### [Task details]
Repeat exactly the lines from the line containing "25, 1344, 194, 187)" through the last line of the records below, inclusive, and nothing else.

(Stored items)
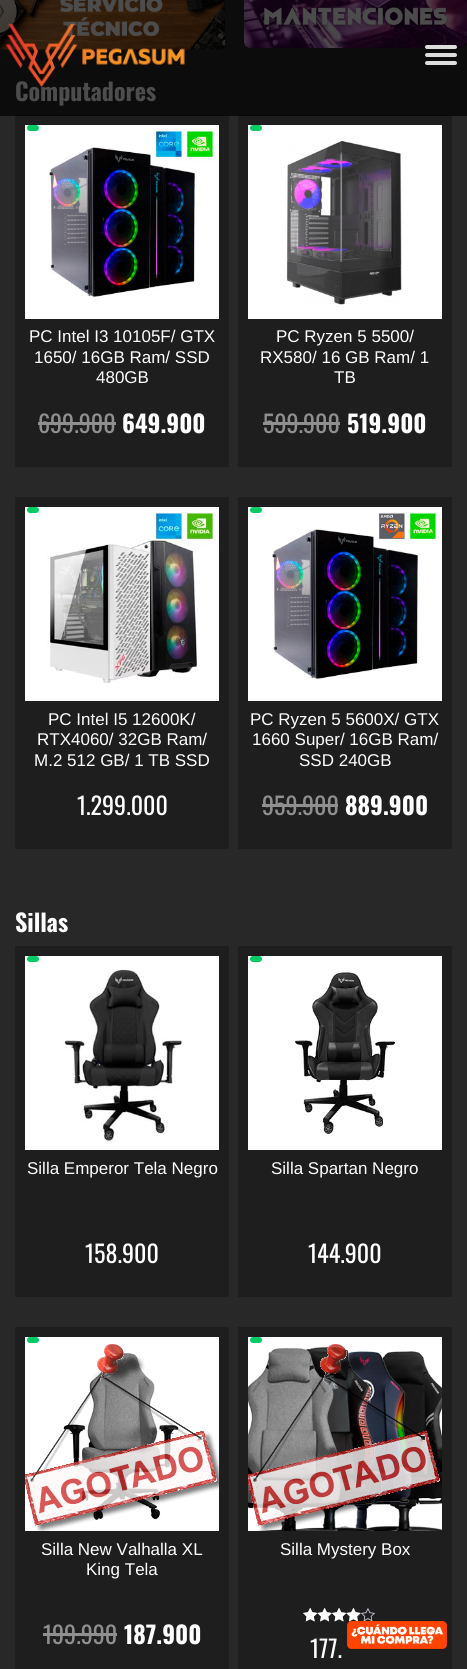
import math
import cairo

surface = cairo.ImageSurface(cairo.Format.RGB24, 467, 1669)
ctx = cairo.Context(surface)
options = cairo.FontOptions()
options.set_hint_metrics(cairo.HintMetrics.OFF)
options.set_hint_style(cairo.HintStyle.NONE)
ctx.set_font_options(options)
ctx.set_miter_limit(4)


def ink(r, g, b):
    ctx.set_source_rgb(r / 255, g / 255, b / 255)


def write(x, y, s, family, size, color, bold=False, italic=False):
    ctx.select_font_face(family, cairo.FontSlant.ITALIC if italic else cairo.FontSlant.NORMAL, cairo.FontWeight.BOLD if bold else cairo.FontWeight.NORMAL)
    ctx.set_font_size(size)
    ink(*color)
    ctx.move_to(x, y)
    ctx.show_text(s)


def block(x, y, w, h, *color):
    ink(*color)
    ctx.rectangle(x, y, w, h)
    ctx.fill()


def round_path(x, y, w, h, r):
    ctx.new_sub_path()
    for i, (u, v) in enumerate([(x + w - r, y + h - r), (x + r, y + h - r), (x + r, y + r), (x + w - r, y + r)]):
        ctx.arc(u, v, r, i * math.pi / 2, (i + 1) * math.pi / 2)
    ctx.close_path()


def paste(path, x, y, w, h):
    ctx.save()
    ctx.set_source_surface(cairo.ImageSurface.create_from_png(path), x, y)
    ctx.rectangle(x, y, w, h)
    ctx.fill()
    ctx.restore()


s1 = dict(family="Oswald", size=24, color=(77, 77, 77), bold=True)
s2 = dict(family="Liberation Sans", size=17, color=(255, 255, 255))
s3 = dict(family="Oswald", size=24, color=(143, 143, 143))
s4 = dict(family="Oswald", size=24, color=(255, 255, 255), bold=True)
s5 = dict(family="Oswald", size=24, color=(255, 255, 255))

ink(40, 40, 40)
ctx.paint()
block(0, 0, 467, 116, 12, 12, 12)
paste("pic2.png", 0, 0, 225, 50)
write(15, 101, "Computadores", **s1)
paste("pic1.png", 5, 23, 180, 65)
paste("pic3.png", 244, 0, 223, 48)
ink(221, 221, 221)
round_path(425, 45, 32, 4, 2)
ctx.fill()
round_path(425, 53, 32, 4, 2)
ctx.fill()
round_path(425, 61, 32, 4, 2)
ctx.fill()
block(15, 116, 214, 351, 30, 30, 30)
block(15, 115, 214, 1, 9, 9, 9)
block(25, 125, 194, 194, 255, 255, 255)
ink(0, 204, 102)
round_path(27, 125, 12, 6, 3)
ctx.fill()
paste("pic4.png", 49, 130, 167, 167)
write(29, 342, "PC Intel I3 10105F/ GTX", **s2)
write(34, 363, "1650/ 16GB Ram/ SSD", **s2)
write(96, 383, "480GB", **s2)
write(38, 433, "699.900", **s3)
block(38, 422, 78, 3, 143, 143, 143)
write(122, 433, "649.900", **s4)
block(238, 116, 214, 351, 30, 30, 30)
block(238, 115, 214, 1, 9, 9, 9)
block(248, 125, 194, 194, 255, 255, 255)
ink(0, 204, 102)
round_path(250, 125, 12, 6, 3)
ctx.fill()
paste("pic5.png", 286, 140, 116, 165)
write(276, 342, "PC Ryzen 5 5500/", **s2)
write(260, 363, "RX580/ 16 GB Ram/ 1", **s2)
write(334, 383, "TB", **s2)
write(263, 433, "599.900", **s3)
block(263, 422, 77, 3, 143, 143, 143)
write(347, 433, "519.900", **s4)
block(15, 497, 214, 352, 30, 30, 30)
block(25, 507, 194, 194, 255, 255, 255)
ink(0, 204, 102)
round_path(27, 507, 12, 6, 3)
ctx.fill()
paste("pic6.png", 46, 507, 173, 176)
write(48, 725, "PC Intel I5 12600K/", **s2)
write(37, 745, "RTX4060/ 32GB Ram/", **s2)
write(34, 766, "M.2 512 GB/ 1 TB SSD", **s2)
write(77, 815, "1.299.000", **s5)
block(238, 497, 214, 352, 30, 30, 30)
block(248, 507, 194, 194, 255, 255, 255)
ink(0, 204, 102)
round_path(250, 507, 12, 6, 3)
ctx.fill()
paste("pic7.png", 272, 512, 167, 167)
write(250, 725, "PC Ryzen 5 5600X/ GTX", **s2)
write(252, 745, "1660 Super/ 16GB Ram/", **s2)
write(299, 766, "SSD 240GB", **s2)
write(262, 815, "959.900", **s3)
block(262, 804, 76, 3, 143, 143, 143)
write(345, 815, "889.900", **s4)
write(15, 932, "Sillas", **s4)
block(15, 946, 214, 351, 30, 30, 30)
block(25, 956, 194, 194, 255, 255, 255)
ink(0, 204, 102)
round_path(27, 956, 12, 6, 3)
ctx.fill()
paste("pic8.png", 63, 969, 120, 173)
write(27, 1174, "Silla Emperor Tela Negro", **s2)
write(85, 1263, "158.900", **s5)
block(238, 946, 214, 351, 30, 30, 30)
block(248, 956, 194, 194, 255, 255, 255)
ink(0, 204, 102)
round_path(250, 956, 12, 6, 3)
ctx.fill()
paste("pic9.png", 294, 972, 102, 162)
write(271, 1174, "Silla Spartan Negro", **s2)
write(308, 1263, "144.900", **s5)
block(15, 1327, 214, 342, 30, 30, 30)
block(25, 1337, 194, 194, 255, 255, 255)
ink(0, 204, 102)
round_path(27, 1337, 12, 6, 3)
ctx.fill()
paste("pic10.png", 63, 1353, 116, 167)
paste("pic11.png", 25, 1344, 194, 187)
write(41, 1555, "Silla New Valhalla XL", **s2)
write(86, 1575, "King Tela", **s2)
write(43, 1644, "199.990", **s3)
block(43, 1633, 74, 3, 143, 143, 143)
write(124, 1644, "187.900", **s4)
block(238, 1327, 214, 342, 30, 30, 30)
block(248, 1337, 194, 9, 255, 255, 255)
ink(0, 204, 102)
round_path(250, 1337, 12, 6, 3)
ctx.fill()
paste("pic12.png", 248, 1346, 194, 185)
paste("pic13.png", 248, 1344, 194, 187)
write(280, 1555, "Silla Mystery Box", **s2)
paste("pic14.png", 303, 1608, 72, 14)
paste("pic15.png", 303, 1608, 58, 14)
block(310, 1621, 1, 1, 37, 37, 37)
write(310, 1658, "177.", **s5)
paste("pic16.png", 347, 1621, 100, 28)
surface.write_to_png("screenshot.png")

### [Finished exercise]
paste("pic11.png", 25, 1344, 194, 187)
write(41, 1555, "Silla New Valhalla XL", **s2)
write(86, 1575, "King Tela", **s2)
write(43, 1644, "199.990", **s3)
block(43, 1633, 74, 3, 143, 143, 143)
write(124, 1644, "187.900", **s4)
block(238, 1327, 214, 342, 30, 30, 30)
block(248, 1337, 194, 9, 255, 255, 255)
ink(0, 204, 102)
round_path(250, 1337, 12, 6, 3)
ctx.fill()
paste("pic12.png", 248, 1346, 194, 185)
paste("pic13.png", 248, 1344, 194, 187)
write(280, 1555, "Silla Mystery Box", **s2)
paste("pic14.png", 303, 1608, 72, 14)
paste("pic15.png", 303, 1608, 58, 14)
block(310, 1621, 1, 1, 37, 37, 37)
write(310, 1658, "177.", **s5)
paste("pic16.png", 347, 1621, 100, 28)
surface.write_to_png("screenshot.png")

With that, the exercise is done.